Re-Vision Quest: A Law School Guide to Designing Experiential Courses Involving Real Lawyering
New York Law School Law Review, Vol. 56, p. 517, 2011-12
Albany Law School Research Paper No. 10-17
NYLS Clinical Research Institute Paper No. 10/11-6
University of Washington School of Law Research Paper No. 2012-19
43 Pages Posted: 24 Aug 2010 Last revised: 5 Mar 2013
Date Written: June 22, 2011
Abstract
Legal educators have long viewed experiential courses involving real lawyering as a world divided neatly in two: externship placements and in-house clinics. This article suggests that despite the decades-old vintage of this categorization scheme, it is inadequate for the curriculum reform era that lies ahead. Increasingly, the content of these categories has expanded, the always-permeable boundary between them has blurred, and hybrids and varieties have sprouted that defy easy categorization.

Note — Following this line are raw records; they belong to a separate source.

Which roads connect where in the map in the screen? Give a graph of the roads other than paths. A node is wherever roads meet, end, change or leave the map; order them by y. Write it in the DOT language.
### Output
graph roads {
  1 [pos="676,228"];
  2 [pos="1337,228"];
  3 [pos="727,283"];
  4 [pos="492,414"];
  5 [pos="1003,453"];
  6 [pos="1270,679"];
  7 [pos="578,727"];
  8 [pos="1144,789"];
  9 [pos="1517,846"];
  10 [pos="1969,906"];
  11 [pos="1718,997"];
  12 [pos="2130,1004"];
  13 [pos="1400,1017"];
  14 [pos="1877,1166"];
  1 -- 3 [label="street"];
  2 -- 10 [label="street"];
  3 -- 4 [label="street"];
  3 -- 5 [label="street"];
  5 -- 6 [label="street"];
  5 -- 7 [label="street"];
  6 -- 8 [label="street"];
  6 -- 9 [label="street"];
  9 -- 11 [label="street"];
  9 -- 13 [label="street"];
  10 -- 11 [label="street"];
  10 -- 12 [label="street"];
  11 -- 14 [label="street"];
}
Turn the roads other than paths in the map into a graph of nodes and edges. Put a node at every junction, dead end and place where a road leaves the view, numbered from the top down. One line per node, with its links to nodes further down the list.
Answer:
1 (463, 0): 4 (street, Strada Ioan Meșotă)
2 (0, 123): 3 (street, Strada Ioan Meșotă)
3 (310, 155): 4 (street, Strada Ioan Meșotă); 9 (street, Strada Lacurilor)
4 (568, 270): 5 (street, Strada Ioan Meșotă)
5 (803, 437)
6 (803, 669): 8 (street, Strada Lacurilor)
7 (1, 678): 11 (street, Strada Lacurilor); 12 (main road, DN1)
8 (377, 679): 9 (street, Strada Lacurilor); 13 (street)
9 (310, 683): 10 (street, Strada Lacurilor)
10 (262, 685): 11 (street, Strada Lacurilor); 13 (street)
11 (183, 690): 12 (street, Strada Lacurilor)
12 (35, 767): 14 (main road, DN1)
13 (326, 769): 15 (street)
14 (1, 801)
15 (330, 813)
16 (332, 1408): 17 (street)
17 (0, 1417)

Thus, the labels conceal both similarities and differences. Our overarching purpose in this article is to identify and frame the wide array of options for structuring an educational experience in which law students are performing as professionals engaged in service to people involved in legal matters. We suggest that legal educators expand their thinking about curricular options for experiential learning and develop a broader conceptual framework for articulating these options. In this article, we offer such a framework, representing our effort to highlight more comprehensively the extensive range of options that law schools can consider in designing or redesigning curricular clinical programs. We also propose a decision-making process for using that framework and apply it to three examples. We hope the article will serve as a decision-making guide for the law school faculty and administrators who will be shaping the future of clinical legal education and legal education in general.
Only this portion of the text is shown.